1.3 NATUREZA JURÍDICA DA ARBITRAGEM

Conforme De Plácido e Silva [22]:

Na terminologia jurídica, assinala, notadamente, a essência, a substância ou a compleição das coisas. Assim, a natureza se revela pelos requisitos ou atributos essenciais que devem vir com a própria coisa. Eles se mostram, por isso, a razão de ser, seja do ato, do contrato ou do negócio. A natureza da coisa, pois, põe em evidência sua própria essência ou substância, que dela não se separa, nem que a modifique ou a mostre diferente ou sem os atributos, que são de seu caráter. É, portanto, a matéria de que se compõe a própria coisa, ou que lhe é inerente ou congênita.

Dentre os juristas, a natureza jurídica da arbitragem não é tema pacífico. Há basicamente duas orientações doutrinárias acerca da natureza da arbitragem. São elas: a corrente da natureza jurídica contratual (privatista) e a corrente da natureza jurídica jurisdicional (publicista).

A corrente privatista diz que o árbitro não tem poder jurisdicional para impor a sua vontade, sendo a arbitragem um juízo de equidade que substitui a aplicação da lei de acordo com a vontade das partes. Porém, tal definição não condiz com o artigo 2º da Lei nº 9.307/96 [23], onde informa que o árbitro pode usar tanto a equidade quanto a lei. Tanto o árbitro quanto o juiz possuem tal faculdade [24].

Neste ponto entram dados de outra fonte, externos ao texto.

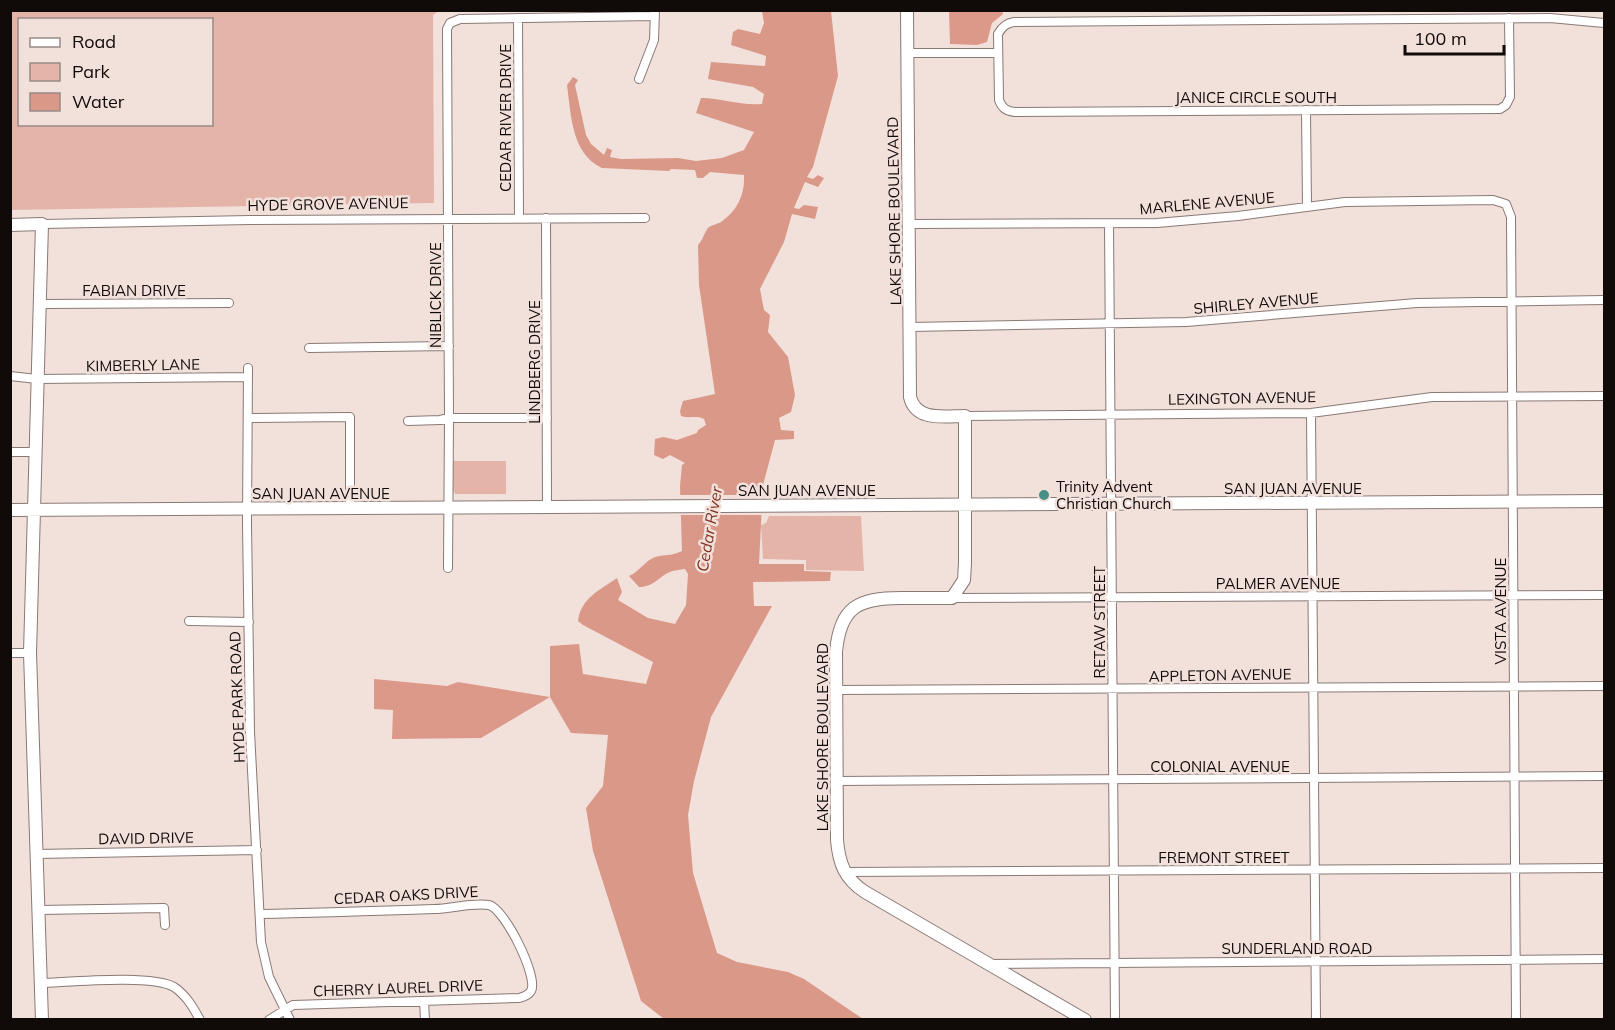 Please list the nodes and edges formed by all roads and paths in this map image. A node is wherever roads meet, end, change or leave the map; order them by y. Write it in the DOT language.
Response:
graph roads {
  1 [pos="907,10"];
  2 [pos="655,13"];
  3 [pos="518,18"];
  4 [pos="1509,18"];
  5 [pos="1605,23"];
  6 [pos="907,53"];
  7 [pos="997,53"];
  8 [pos="639,79"];
  9 [pos="1306,110"];
  10 [pos="1506,204"];
  11 [pos="1307,206"];
  12 [pos="448,218"];
  13 [pos="519,218"];
  14 [pos="546,218"];
  15 [pos="645,218"];
  16 [pos="42,224"];
  17 [pos="909,224"];
  18 [pos="1109,224"];
  19 [pos="10,225"];
  20 [pos="1512,300"];
  21 [pos="1605,300"];
  22 [pos="229,303"];
  23 [pos="39,304"];
  24 [pos="1110,324"];
  25 [pos="910,327"];
  26 [pos="449,346"];
  27 [pos="309,348"];
  28 [pos="248,373"];
  29 [pos="10,376"];
  30 [pos="38,380"];
  31 [pos="1512,396"];
  32 [pos="1605,396"];
  33 [pos="916,411"];
  34 [pos="1311,413"];
  35 [pos="1110,414"];
  36 [pos="965,416"];
  37 [pos="248,418"];
  38 [pos="449,418"];
  39 [pos="547,418"];
  40 [pos="408,421"];
  41 [pos="10,452"];
  42 [pos="35,452"];
  43 [pos="1605,501"];
  44 [pos="1513,502"];
  45 [pos="1312,503"];
  46 [pos="965,504"];
  47 [pos="1111,504"];
  48 [pos="448,507"];
  49 [pos="548,507"];
  50 [pos="247,508"];
  51 [pos="350,508"];
  52 [pos="35,509"];
  53 [pos="10,510"];
  54 [pos="448,568"];
  55 [pos="1514,595"];
  56 [pos="1605,595"];
  57 [pos="1112,597"];
  58 [pos="1313,597"];
  59 [pos="952,598"];
  60 [pos="189,621"];
  61 [pos="249,622"];
  62 [pos="30,652"];
  63 [pos="10,653"];
  64 [pos="1514,686"];
  65 [pos="1605,686"];
  66 [pos="1313,687"];
  67 [pos="1113,689"];
  68 [pos="836,690"];
  69 [pos="1605,776"];
  70 [pos="1515,777"];
  71 [pos="1314,779"];
  72 [pos="1113,780"];
  73 [pos="836,782"];
  74 [pos="256,850"];
  75 [pos="36,854"];
  76 [pos="1515,868"];
  77 [pos="1605,868"];
  78 [pos="1314,869"];
  79 [pos="1114,871"];
  80 [pos="844,872"];
  81 [pos="38,910"];
  82 [pos="260,914"];
  83 [pos="165,925"];
  84 [pos="1516,959"];
  85 [pos="1605,959"];
  86 [pos="1315,961"];
  87 [pos="1115,962"];
  88 [pos="990,964"];
  89 [pos="41,983"];
  90 [pos="530,992"];
  91 [pos="424,1001"];
  92 [pos="284,1010"];
  93 [pos="42,1020"];
  94 [pos="200,1020"];
  95 [pos="269,1020"];
  96 [pos="290,1020"];
  97 [pos="425,1020"];
  98 [pos="1085,1020"];
  99 [pos="1115,1020"];
  100 [pos="1316,1020"];
  101 [pos="1516,1020"];
  1 -- 6 [label="street, LAKE SHORE BOULEVARD"];
  2 -- 3 [label="street"];
  2 -- 8 [label="street"];
  3 -- 12 [label="street, NIBLICK DRIVE"];
  3 -- 13 [label="street, CEDAR RIVER DRIVE"];
  4 -- 5 [label="street"];
  4 -- 7 [label="street"];
  4 -- 9 [label="street, JANICE CIRCLE SOUTH"];
  6 -- 7 [label="street"];
  6 -- 17 [label="street, LAKE SHORE BOULEVARD"];
  7 -- 9 [label="street, JANICE CIRCLE SOUTH"];
  9 -- 11 [label="street"];
  10 -- 11 [label="street, MARLENE AVENUE"];
  10 -- 20 [label="street, VISTA AVENUE"];
  11 -- 18 [label="street, MARLENE AVENUE"];
  12 -- 13 [label="street, HYDE GROVE AVENUE"];
  12 -- 16 [label="street, HYDE GROVE AVENUE"];
  12 -- 26 [label="street, NIBLICK DRIVE"];
  13 -- 14 [label="street, HYDE GROVE AVENUE"];
  14 -- 15 [label="street, HYDE GROVE AVENUE"];
  14 -- 39 [label="street, LINDBERG DRIVE"];
  16 -- 19 [label="street, HYDE GROVE AVENUE"];
  16 -- 23 [label="street"];
  17 -- 18 [label="street, MARLENE AVENUE"];
  17 -- 25 [label="street, LAKE SHORE BOULEVARD"];
  18 -- 24 [label="street, RETAW STREET"];
  20 -- 21 [label="street, SHIRLEY AVENUE"];
  20 -- 24 [label="street, SHIRLEY AVENUE"];
  20 -- 31 [label="street, VISTA AVENUE"];
  22 -- 23 [label="street, FABIAN DRIVE"];
  23 -- 30 [label="street"];
  24 -- 25 [label="street, SHIRLEY AVENUE"];
  24 -- 35 [label="street, RETAW STREET"];
  25 -- 33 [label="street, LAKE SHORE BOULEVARD"];
  26 -- 27 [label="street"];
  26 -- 38 [label="street, NIBLICK DRIVE"];
  28 -- 30 [label="street, KIMBERLY LANE"];
  28 -- 37 [label="street, HYDE PARK ROAD"];
  29 -- 30 [label="street, KIMBERLY LANE"];
  30 -- 42 [label="street"];
  31 -- 32 [label="street, LEXINGTON AVENUE"];
  31 -- 34 [label="street, LEXINGTON AVENUE"];
  31 -- 44 [label="street, VISTA AVENUE"];
  33 -- 36 [label="street, LEXINGTON AVENUE"];
  34 -- 35 [label="street, LEXINGTON AVENUE"];
  34 -- 45 [label="street"];
  35 -- 36 [label="street, LEXINGTON AVENUE"];
  35 -- 47 [label="street, RETAW STREET"];
  36 -- 46 [label="street"];
  37 -- 50 [label="street, HYDE PARK ROAD"];
  37 -- 51 [label="street"];
  38 -- 39 [label="street"];
  38 -- 40 [label="street"];
  38 -- 48 [label="street, NIBLICK DRIVE"];
  39 -- 49 [label="street, LINDBERG DRIVE"];
  41 -- 42 [label="street"];
  42 -- 52 [label="street"];
  43 -- 44 [label="street, SAN JUAN AVENUE"];
  44 -- 45 [label="street, SAN JUAN AVENUE"];
  44 -- 55 [label="street, VISTA AVENUE"];
  45 -- 47 [label="street, SAN JUAN AVENUE"];
  45 -- 58 [label="street"];
  46 -- 47 [label="street, SAN JUAN AVENUE"];
  46 -- 49 [label="street, SAN JUAN AVENUE"];
  46 -- 59 [label="street"];
  47 -- 57 [label="street, RETAW STREET"];
  48 -- 49 [label="street, SAN JUAN AVENUE"];
  48 -- 51 [label="street, SAN JUAN AVENUE"];
  48 -- 54 [label="street, NIBLICK DRIVE"];
  50 -- 51 [label="street, SAN JUAN AVENUE"];
  50 -- 52 [label="street, SAN JUAN AVENUE"];
  50 -- 61 [label="street, HYDE PARK ROAD"];
  52 -- 53 [label="street, SAN JUAN AVENUE"];
  52 -- 62 [label="street"];
  55 -- 56 [label="street, PALMER AVENUE"];
  55 -- 58 [label="street, PALMER AVENUE"];
  55 -- 64 [label="street, VISTA AVENUE"];
  57 -- 58 [label="street, PALMER AVENUE"];
  57 -- 59 [label="street, PALMER AVENUE"];
  57 -- 67 [label="street, RETAW STREET"];
  58 -- 66 [label="street"];
  59 -- 68 [label="street, LAKE SHORE BOULEVARD"];
  60 -- 61 [label="street"];
  61 -- 74 [label="street, HYDE PARK ROAD"];
  62 -- 63 [label="street"];
  62 -- 75 [label="street"];
  64 -- 65 [label="street, APPLETON AVENUE"];
  64 -- 66 [label="street, APPLETON AVENUE"];
  64 -- 70 [label="street, VISTA AVENUE"];
  66 -- 67 [label="street, APPLETON AVENUE"];
  66 -- 71 [label="street"];
  67 -- 68 [label="street, APPLETON AVENUE"];
  67 -- 72 [label="street, RETAW STREET"];
  68 -- 73 [label="street, LAKE SHORE BOULEVARD"];
  69 -- 70 [label="street, COLONIAL AVENUE"];
  70 -- 71 [label="street, COLONIAL AVENUE"];
  70 -- 76 [label="street, VISTA AVENUE"];
  71 -- 72 [label="street, COLONIAL AVENUE"];
  71 -- 78 [label="street"];
  72 -- 73 [label="street, COLONIAL AVENUE"];
  72 -- 79 [label="street, RETAW STREET"];
  73 -- 80 [label="street, LAKE SHORE BOULEVARD"];
  74 -- 75 [label="street, DAVID DRIVE"];
  74 -- 82 [label="street, HYDE PARK ROAD"];
  75 -- 81 [label="street"];
  76 -- 77 [label="street, FREMONT STREET"];
  76 -- 78 [label="street, FREMONT STREET"];
  76 -- 84 [label="street, VISTA AVENUE"];
  78 -- 79 [label="street, FREMONT STREET"];
  78 -- 86 [label="street"];
  79 -- 80 [label="street, FREMONT STREET"];
  79 -- 87 [label="street, RETAW STREET"];
  80 -- 88 [label="street"];
  81 -- 83 [label="street"];
  81 -- 89 [label="street"];
  82 -- 90 [label="street, CEDAR OAKS DRIVE"];
  82 -- 92 [label="street, HYDE PARK ROAD"];
  84 -- 85 [label="street, SUNDERLAND ROAD"];
  84 -- 86 [label="street, SUNDERLAND ROAD"];
  84 -- 101 [label="street, VISTA AVENUE"];
  86 -- 87 [label="street, SUNDERLAND ROAD"];
  86 -- 100 [label="street"];
  87 -- 88 [label="street, SUNDERLAND ROAD"];
  87 -- 99 [label="street, RETAW STREET"];
  88 -- 98 [label="street"];
  89 -- 93 [label="street"];
  89 -- 94 [label="street"];
  90 -- 91 [label="street, CHERRY LAUREL DRIVE"];
  91 -- 92 [label="street, CHERRY LAUREL DRIVE"];
  91 -- 97 [label="street"];
  92 -- 95 [label="street, CHERRY LAUREL DRIVE"];
  92 -- 96 [label="street, HYDE PARK ROAD"];
}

A arbitragem se inicia por ato de direito privado, qual seja, a convenção de arbitragem, porém, não se pode confundir a convenção de arbitragem, ato que institui o procedimento arbitral, com a arbitragem em si [25].

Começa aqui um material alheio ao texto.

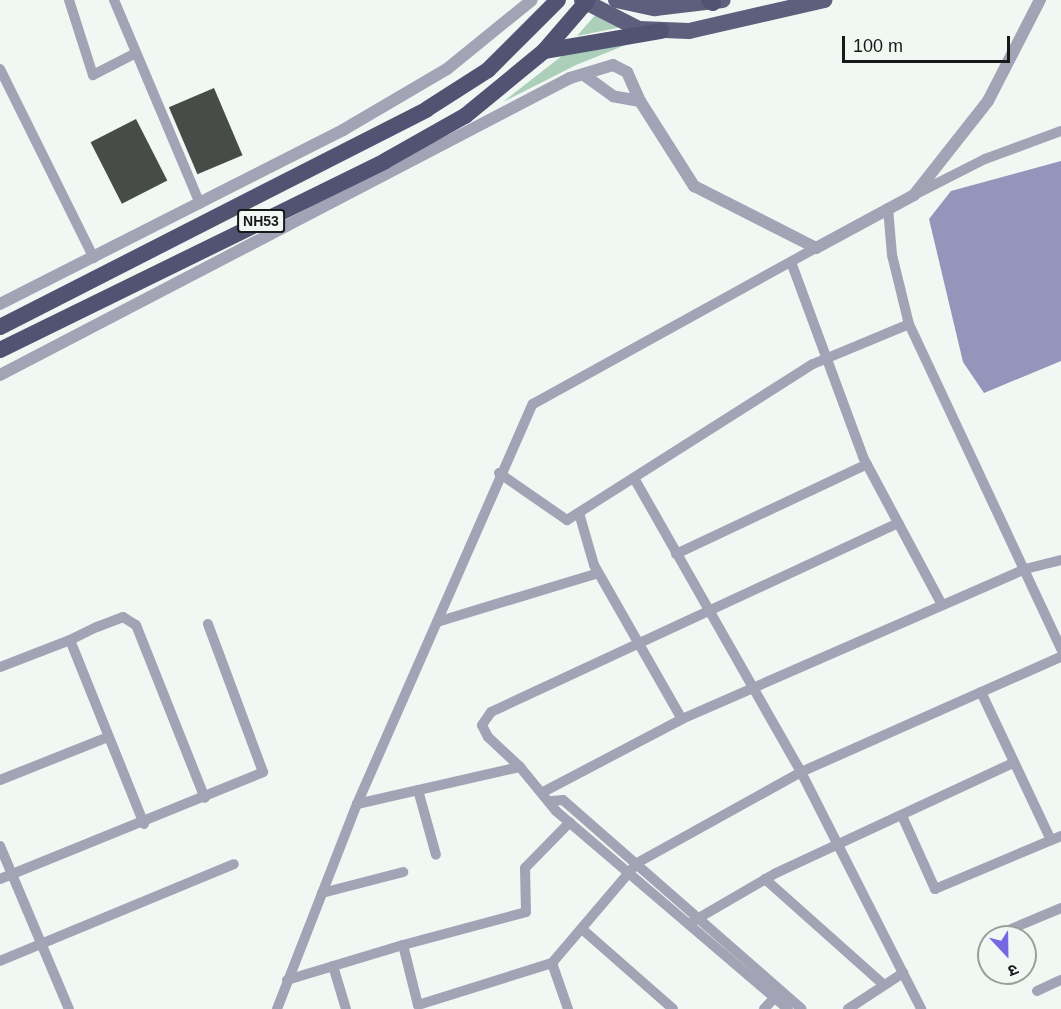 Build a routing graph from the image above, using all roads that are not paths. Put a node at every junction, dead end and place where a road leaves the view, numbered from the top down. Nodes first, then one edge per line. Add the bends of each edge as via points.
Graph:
1 (69, 0) edge
2 (114, 0) edge
3 (532, 0) edge
4 (558, 0) edge
5 (616, 0) edge
6 (824, 0) edge
7 (1040, 0) edge
8 (586, 1) edge
9 (715, 1) edge
10 (661, 31) junction
11 (544, 51) junction
12 (134, 54) junction
13 (0, 69) edge
14 (584, 75) junction
15 (640, 101) junction
16 (1061, 131) edge
17 (914, 195) junction
18 (200, 204) junction
19 (888, 208) junction
20 (816, 248) junction
21 (94, 258) junction
22 (791, 262) junction
23 (0, 304) edge
24 (909, 324) junction
25 (0, 327) edge
26 (0, 350) edge
27 (830, 357) junction
28 (0, 375) edge
29 (867, 464) junction
30 (500, 473) junction
31 (634, 478) junction
32 (579, 513) junction
33 (898, 523) junction
34 (676, 554) junction
35 (1061, 560) edge
36 (1025, 568) junction
37 (598, 573) junction
38 (942, 605) junction
39 (708, 613) junction
40 (437, 622) junction
41 (208, 624) dead end
42 (70, 640) junction
43 (640, 642) junction
44 (1061, 649) edge
45 (1061, 657) edge
46 (0, 667) edge
47 (753, 688) junction
48 (981, 692) junction
49 (682, 719) junction
50 (108, 737) junction
51 (1011, 764) junction
52 (520, 767) junction
53 (801, 772) junction
54 (0, 780) edge
55 (418, 790) junction
56 (545, 791) junction
57 (205, 798) junction
58 (552, 801) junction
59 (357, 804) junction
60 (903, 818) junction
61 (570, 822) junction
62 (144, 824) junction
63 (1056, 838) edge
64 (0, 846) edge
65 (838, 846) junction
66 (436, 855) dead end
67 (637, 863) junction
68 (234, 864) dead end
69 (404, 872) dead end
70 (631, 873) junction
71 (12, 875) junction
72 (0, 879) edge
73 (765, 879) junction
74 (322, 893) junction
75 (1061, 908) edge
76 (693, 920) junction
77 (1021, 925) edge
78 (582, 929) junction
79 (41, 943) junction
80 (403, 945) junction
81 (0, 961) edge
82 (552, 963) junction
83 (333, 966) junction
84 (903, 973) junction
85 (287, 980) junction
86 (1061, 980) edge
87 (884, 985) junction
88 (1037, 991) dead end
89 (778, 994) junction
90 (419, 1007) edge
91 (69, 1009) edge
92 (277, 1009) edge
93 (346, 1009) edge
94 (568, 1009) edge
95 (673, 1009) edge
96 (764, 1009) edge
97 (788, 1009) edge
98 (802, 1009) edge
99 (848, 1009) edge
100 (921, 1009) edge

1 - 12 street via 93,75
2 - 12 street
3 - 18 street via 447,69
4 - 25 highway, NH53 via 488,70 427,109
5 - 9 main road via 655,8
6 - 10 main road via 706,30
7 - 17 street via 988,101
8 - 10 main road via 630,26
8 - 11 highway, NH53
10 - 11 highway
11 - 26 highway, NH53 via 465,116 385,161
12 - 18 street
13 - 21 street
14 - 15 street via 613,96
14 - 15 street via 613,65 627,72
14 - 28 street
15 - 20 street via 694,186
16 - 17 street via 985,159
17 - 19 street
18 - 21 street
19 - 20 street
19 - 24 street via 892,255
20 - 22 street
21 - 23 street
22 - 27 street
22 - 30 street via 533,404
24 - 27 street
24 - 36 street
27 - 29 street
27 - 31 street
29 - 33 street
29 - 34 street
30 - 32 street via 567,520
30 - 40 street
31 - 32 street
31 - 34 street
32 - 37 street
33 - 38 street
33 - 39 street
34 - 39 street
35 - 36 street
36 - 38 street
36 - 44 street
37 - 40 street
37 - 43 street
38 - 47 street
39 - 43 street
39 - 47 street
40 - 59 street
41 - 57 street via 263,772
42 - 46 street
42 - 50 street
42 - 57 street via 132,618
43 - 49 street
43 - 52 street via 483,719 488,737
45 - 48 street
47 - 49 street
47 - 53 street
48 - 51 street
48 - 53 street
49 - 56 street
50 - 54 street
50 - 62 street
51 - 60 street
51 - 63 street
52 - 55 street
52 - 56 street
53 - 65 street
53 - 67 street
55 - 59 street
55 - 66 street
56 - 58 street
57 - 62 street
58 - 61 street
58 - 67 street via 563,800
59 - 74 street
60 - 63 street via 935,889
60 - 65 street
61 - 70 street
61 - 80 street via 525,868 526,912
62 - 71 street
64 - 71 street
65 - 73 street
65 - 84 street
67 - 70 street
67 - 76 street
68 - 79 street
69 - 74 street
70 - 76 street
70 - 78 street
71 - 72 street
71 - 79 street
73 - 76 street
73 - 87 street
74 - 85 street
75 - 77 street
76 - 89 street
78 - 82 street
78 - 95 street
79 - 81 street
79 - 91 street
80 - 83 street
80 - 90 street
82 - 90 street
82 - 94 street
83 - 85 street
83 - 93 street
84 - 87 street
84 - 100 street
85 - 92 street
86 - 88 street
87 - 99 street
89 - 96 street
89 - 97 street
89 - 98 street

Os doutrinadores Chiovenda e Carnelutti se posicionavam pela ala contratualista. O primeiro afirmava que ao árbitro não é dado o poder jurisdicional, posto que lhe é defeso ouvir testemunhas coativamente e praticar os demais atos que são inerentes ao magistrado. O segundo entende que o fato de se promover a conciliação pela via da heterocomposição (resolução de uma questão por meio de valores impostos por um terceiro) não a torna de caráter público, sendo tal procedimento um equivalente processual [26].

O artigo 22 da Lei nº 9.307/96 [27] preconiza que em caso de resistência da parte recalcitrante poderá requerer à autoridade judiciária que o obrigue a cumprir sua determinação sob as penas da lei. Mesmo que pela via indireta o árbitro é investido de autoridade suficiente para coagir a parte transgressora e cumprir sua determinação.

Ocorre que as opiniões no sentido de a natureza jurídica da arbitragem ser privatista/contratualistas foram anteriores a Lei de Arbitragem e tinham como base a existência de um laudo que necessitava de reconhecimento público pela via da homologação judicial [28].

Há, ainda a corrente publicista que aponta para a semelhança entre o laudo arbitral e a sentença judicial e, também, para a responsabilidade atribuída ao árbitro. Uma vez eleito pelas partes, sua decisão será soberana, tornando-se lei entre os litigantes, como se fosse prolatada por um juiz togado [29]. A Lei de Arbitragem conferiu ao laudo arbitral a legitimidade de sentença, não restando mais a necessidade de homologação, o que torna a natureza jurídica da arbitragem pública.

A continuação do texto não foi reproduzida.